Here is official doc:
default_retry_delay = 180
Default time in seconds before a retry of the task should be executed. 3 minutes by default.
But my case is 1800 sec.
Also, my broker got some other warning, I'm not sure if this is related:
The AMQP result backend is scheduled for deprecation in version 4.0 and removal in version v5.0. Please use RPC backend or a persistent backend.
Config RabbitMq
RABBITMQ_SERVER = 'amqp://{}:{}@{}'.format(
os.getenv('RABBITMQ_USER'),
os.getenv('RABBITMQ_PASS'),
os.getenv('RABBITMQ_HOST')
)
broker_url = '{}/{}'.format(
RABBITMQ_SERVER,
os.getenv('RABBITMQ_VHOST'),
)
backend = 'amqp'
How can I solve this? Thank you!
Celery: 4.2.0
I am using job = chain(single_job), but i only have one single_job job() starting the job.
mysql> show processlist;
+-------+------+---------------+------------------+---------+------+-----------+
| Id | User | Host | db | Command | Time | State |
+-------+------+---------------+------------------+---------+------+-----------+
| 97189 | clp | 172.11.17.202 | bain_ai_database | Query | 0 | init |
| 97488 | clp | 172.11.11.252 | bain_ai_database | Query | 1505 | executing |
| 97489 | clp | 172.11.11.252 | bain_ai_database | Sleep | 1851 | |
| 97543 | clp | 172.21.6.242 | bain_ai_database | Query | 51 | updating |
| 97544 | clp | 172.21.6.242 | bain_ai_database | Sleep | 51 | |
+-------+------+---------------+------------------+---------+------+-----------+
Upvotes: 0
Views: 273
Reputation: 15986
Depending on how you execute the sql query, here is what I would try. (1) since you have bind=True
, the task should be the first parameter to your function. The convention in celery is to call that first parameter self
. (2) You want to try and catch the database level exception that is occurring and ignore it.

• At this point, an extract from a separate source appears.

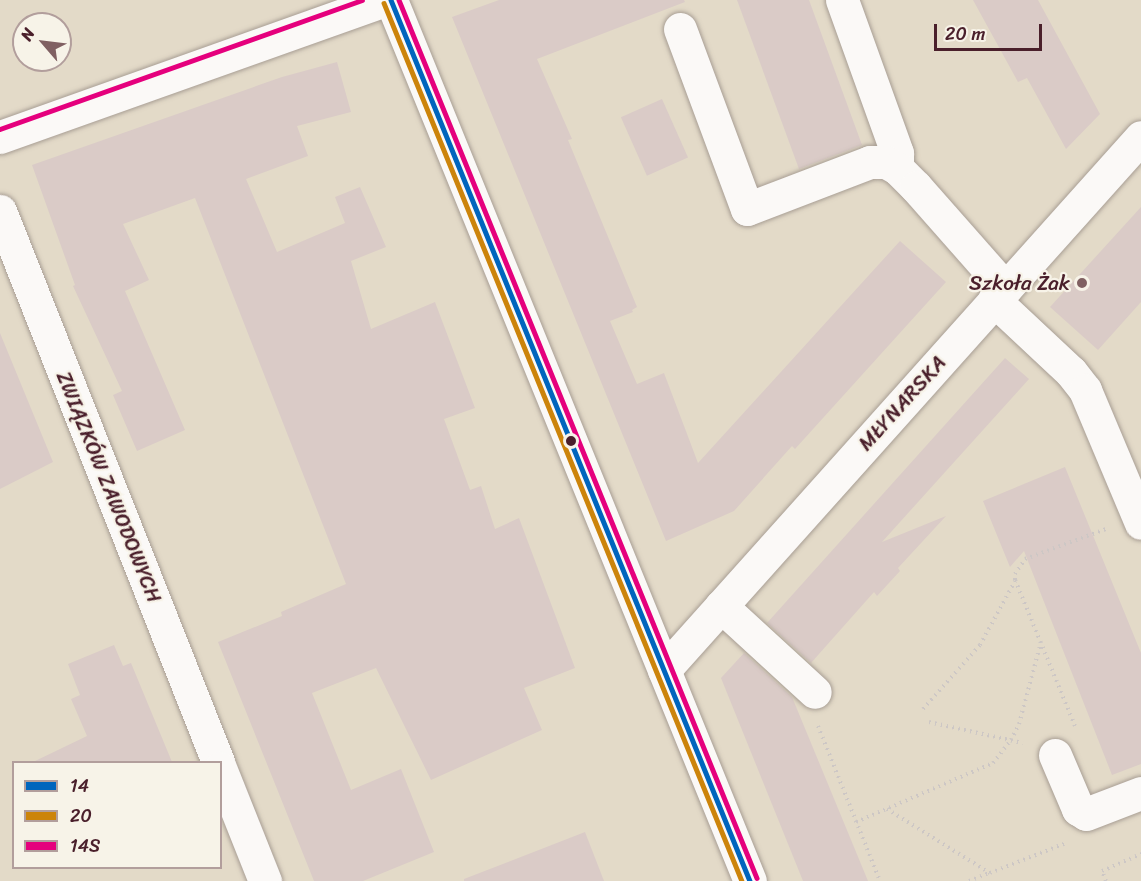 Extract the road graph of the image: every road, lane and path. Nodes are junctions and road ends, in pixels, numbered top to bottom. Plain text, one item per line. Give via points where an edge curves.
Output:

from celery.utils.log import get_task_logger
log = get_task_logger(__name__)
@celery.task(bind=True, acks_late=True)
def etl_pipeline(self, dev=dev, test=test):
try:
# try querying the database here using sqlalchemy or mysqlconnect??
except Exception as ex:
# for now, log the exception and type so that you can drill down into what is happening
log.info('[etl_pipeline] exception of type %s.%s: %s', ex.__class__.__module__, ex.__class__.__name__, ex)
raise
The debugging that you will get from the logging should help you determine which error you are getting on the client side.
Upvotes: 1